▶ _RECORDS SUPPLIED_
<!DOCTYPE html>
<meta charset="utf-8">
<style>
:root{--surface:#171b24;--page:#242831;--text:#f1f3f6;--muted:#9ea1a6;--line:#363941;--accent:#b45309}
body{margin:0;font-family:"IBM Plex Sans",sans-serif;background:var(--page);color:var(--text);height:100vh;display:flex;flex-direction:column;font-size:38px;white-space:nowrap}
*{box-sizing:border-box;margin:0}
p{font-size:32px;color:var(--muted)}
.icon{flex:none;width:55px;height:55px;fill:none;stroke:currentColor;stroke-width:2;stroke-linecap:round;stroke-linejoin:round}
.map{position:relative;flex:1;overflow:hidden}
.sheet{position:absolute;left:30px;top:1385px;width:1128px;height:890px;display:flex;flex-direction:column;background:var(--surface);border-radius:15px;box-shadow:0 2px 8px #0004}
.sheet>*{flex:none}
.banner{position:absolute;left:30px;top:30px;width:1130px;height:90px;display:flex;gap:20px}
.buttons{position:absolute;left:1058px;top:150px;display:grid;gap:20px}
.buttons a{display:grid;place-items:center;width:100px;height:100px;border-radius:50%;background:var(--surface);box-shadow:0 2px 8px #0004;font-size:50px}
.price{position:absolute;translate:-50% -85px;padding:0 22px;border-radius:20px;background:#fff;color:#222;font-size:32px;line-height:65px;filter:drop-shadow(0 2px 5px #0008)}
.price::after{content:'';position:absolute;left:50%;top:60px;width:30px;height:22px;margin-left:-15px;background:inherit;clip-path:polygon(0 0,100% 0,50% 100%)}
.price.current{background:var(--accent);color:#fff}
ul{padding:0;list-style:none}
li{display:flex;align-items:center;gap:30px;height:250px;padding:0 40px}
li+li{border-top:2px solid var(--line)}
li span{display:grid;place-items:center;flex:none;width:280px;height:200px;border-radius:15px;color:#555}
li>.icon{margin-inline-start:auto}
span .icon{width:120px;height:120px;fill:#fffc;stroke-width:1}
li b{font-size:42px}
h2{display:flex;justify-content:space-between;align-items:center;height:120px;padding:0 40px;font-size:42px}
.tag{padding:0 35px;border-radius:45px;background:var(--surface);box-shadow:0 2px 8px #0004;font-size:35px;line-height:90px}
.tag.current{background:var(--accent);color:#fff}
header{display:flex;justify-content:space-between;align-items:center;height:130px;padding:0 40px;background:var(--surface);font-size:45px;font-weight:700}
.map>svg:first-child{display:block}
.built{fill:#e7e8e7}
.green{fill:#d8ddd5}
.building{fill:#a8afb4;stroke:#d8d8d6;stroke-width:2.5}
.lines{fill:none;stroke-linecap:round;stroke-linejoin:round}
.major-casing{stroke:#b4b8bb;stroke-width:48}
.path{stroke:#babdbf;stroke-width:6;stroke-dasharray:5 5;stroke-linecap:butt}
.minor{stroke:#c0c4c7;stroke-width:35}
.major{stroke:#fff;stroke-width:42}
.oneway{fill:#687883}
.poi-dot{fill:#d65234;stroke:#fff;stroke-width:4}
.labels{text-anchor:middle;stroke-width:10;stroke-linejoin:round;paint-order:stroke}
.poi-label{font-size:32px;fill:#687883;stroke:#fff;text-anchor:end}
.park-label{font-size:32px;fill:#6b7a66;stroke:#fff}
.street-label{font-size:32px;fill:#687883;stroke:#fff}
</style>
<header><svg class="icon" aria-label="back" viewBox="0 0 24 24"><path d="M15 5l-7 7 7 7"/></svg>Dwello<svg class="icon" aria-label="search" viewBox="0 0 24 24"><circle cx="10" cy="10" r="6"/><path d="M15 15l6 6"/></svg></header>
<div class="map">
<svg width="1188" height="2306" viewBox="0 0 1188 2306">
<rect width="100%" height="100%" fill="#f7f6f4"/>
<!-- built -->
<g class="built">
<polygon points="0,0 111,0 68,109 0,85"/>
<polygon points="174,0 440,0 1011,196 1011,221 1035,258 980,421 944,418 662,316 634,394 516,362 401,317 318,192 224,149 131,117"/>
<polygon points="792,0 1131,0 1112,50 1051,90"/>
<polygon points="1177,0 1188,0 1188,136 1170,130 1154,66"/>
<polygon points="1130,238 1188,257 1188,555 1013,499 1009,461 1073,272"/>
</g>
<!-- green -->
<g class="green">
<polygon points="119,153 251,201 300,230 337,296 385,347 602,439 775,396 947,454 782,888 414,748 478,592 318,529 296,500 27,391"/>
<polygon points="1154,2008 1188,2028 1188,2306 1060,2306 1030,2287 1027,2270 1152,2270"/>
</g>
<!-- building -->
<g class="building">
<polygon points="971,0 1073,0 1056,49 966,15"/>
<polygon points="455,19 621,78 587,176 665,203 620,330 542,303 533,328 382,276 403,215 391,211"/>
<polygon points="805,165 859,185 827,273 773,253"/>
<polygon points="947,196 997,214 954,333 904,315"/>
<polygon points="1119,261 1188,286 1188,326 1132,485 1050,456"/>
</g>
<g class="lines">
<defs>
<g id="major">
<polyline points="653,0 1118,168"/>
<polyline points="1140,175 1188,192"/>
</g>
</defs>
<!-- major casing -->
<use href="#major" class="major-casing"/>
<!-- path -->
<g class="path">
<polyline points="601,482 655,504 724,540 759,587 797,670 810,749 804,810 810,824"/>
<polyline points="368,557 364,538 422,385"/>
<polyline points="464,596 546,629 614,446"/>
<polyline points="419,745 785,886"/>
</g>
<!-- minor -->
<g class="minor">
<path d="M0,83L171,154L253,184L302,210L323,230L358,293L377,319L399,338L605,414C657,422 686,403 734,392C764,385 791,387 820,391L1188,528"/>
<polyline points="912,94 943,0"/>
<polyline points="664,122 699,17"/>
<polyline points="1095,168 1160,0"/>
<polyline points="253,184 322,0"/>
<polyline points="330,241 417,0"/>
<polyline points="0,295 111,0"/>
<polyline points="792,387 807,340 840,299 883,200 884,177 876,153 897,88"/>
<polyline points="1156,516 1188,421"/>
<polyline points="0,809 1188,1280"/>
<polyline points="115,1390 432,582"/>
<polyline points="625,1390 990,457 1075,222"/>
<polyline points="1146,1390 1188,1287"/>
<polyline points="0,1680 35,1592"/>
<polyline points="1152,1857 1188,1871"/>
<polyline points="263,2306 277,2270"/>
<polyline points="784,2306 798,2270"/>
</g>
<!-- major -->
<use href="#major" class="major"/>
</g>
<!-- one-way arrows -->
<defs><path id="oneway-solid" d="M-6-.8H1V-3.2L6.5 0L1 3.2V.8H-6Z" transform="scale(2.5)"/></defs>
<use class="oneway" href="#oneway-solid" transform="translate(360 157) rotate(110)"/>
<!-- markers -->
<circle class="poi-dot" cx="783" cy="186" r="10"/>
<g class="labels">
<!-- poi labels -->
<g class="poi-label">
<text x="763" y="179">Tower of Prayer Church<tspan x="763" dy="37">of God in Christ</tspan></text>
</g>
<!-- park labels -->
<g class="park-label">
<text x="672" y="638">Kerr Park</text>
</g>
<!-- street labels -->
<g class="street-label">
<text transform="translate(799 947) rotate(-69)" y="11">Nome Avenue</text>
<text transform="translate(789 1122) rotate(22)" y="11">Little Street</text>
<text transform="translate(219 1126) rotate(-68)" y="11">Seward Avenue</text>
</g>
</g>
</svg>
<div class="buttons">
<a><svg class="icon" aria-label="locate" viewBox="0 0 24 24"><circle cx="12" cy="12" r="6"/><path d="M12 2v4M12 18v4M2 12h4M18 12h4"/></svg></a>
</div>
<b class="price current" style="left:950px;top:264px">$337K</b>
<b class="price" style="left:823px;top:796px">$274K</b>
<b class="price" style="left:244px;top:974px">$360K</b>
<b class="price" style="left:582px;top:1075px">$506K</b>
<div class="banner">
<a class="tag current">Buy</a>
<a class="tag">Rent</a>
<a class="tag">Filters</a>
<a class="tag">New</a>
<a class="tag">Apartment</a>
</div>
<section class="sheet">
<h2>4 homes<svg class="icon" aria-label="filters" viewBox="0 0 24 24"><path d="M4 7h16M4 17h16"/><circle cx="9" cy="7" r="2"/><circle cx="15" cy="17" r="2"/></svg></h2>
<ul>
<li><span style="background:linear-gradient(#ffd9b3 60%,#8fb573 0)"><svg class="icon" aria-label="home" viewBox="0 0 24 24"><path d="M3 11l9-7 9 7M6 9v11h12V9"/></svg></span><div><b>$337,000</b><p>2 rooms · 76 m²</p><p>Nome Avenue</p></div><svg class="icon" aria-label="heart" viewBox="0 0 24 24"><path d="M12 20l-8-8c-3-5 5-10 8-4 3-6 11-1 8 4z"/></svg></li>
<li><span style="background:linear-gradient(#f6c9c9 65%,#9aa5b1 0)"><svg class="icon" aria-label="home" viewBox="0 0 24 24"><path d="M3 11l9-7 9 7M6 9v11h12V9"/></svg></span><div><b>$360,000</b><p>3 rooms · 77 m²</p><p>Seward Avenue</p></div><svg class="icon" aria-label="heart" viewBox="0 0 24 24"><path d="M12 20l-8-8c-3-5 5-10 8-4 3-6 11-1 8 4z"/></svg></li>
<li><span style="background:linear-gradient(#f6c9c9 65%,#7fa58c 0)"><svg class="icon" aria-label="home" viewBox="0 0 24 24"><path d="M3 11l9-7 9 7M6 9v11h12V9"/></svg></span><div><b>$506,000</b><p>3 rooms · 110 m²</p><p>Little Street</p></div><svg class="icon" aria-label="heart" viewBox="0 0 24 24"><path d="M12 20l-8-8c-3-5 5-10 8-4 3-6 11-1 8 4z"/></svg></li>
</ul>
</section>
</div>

▶ _WORK TO COMPLETE_
Go line by line through the data above and report each one that holds the string "linejoin".

▶ _SOLUTION TO THE EXERCISE_
.icon{flex:none;width:55px;height:55px;fill:none;stroke:currentColor;stroke-width:2;stroke-linecap:round;stroke-linejoin:round}
.lines{fill:none;stroke-linecap:round;stroke-linejoin:round}
.labels{text-anchor:middle;stroke-width:10;stroke-linejoin:round;paint-order:stroke}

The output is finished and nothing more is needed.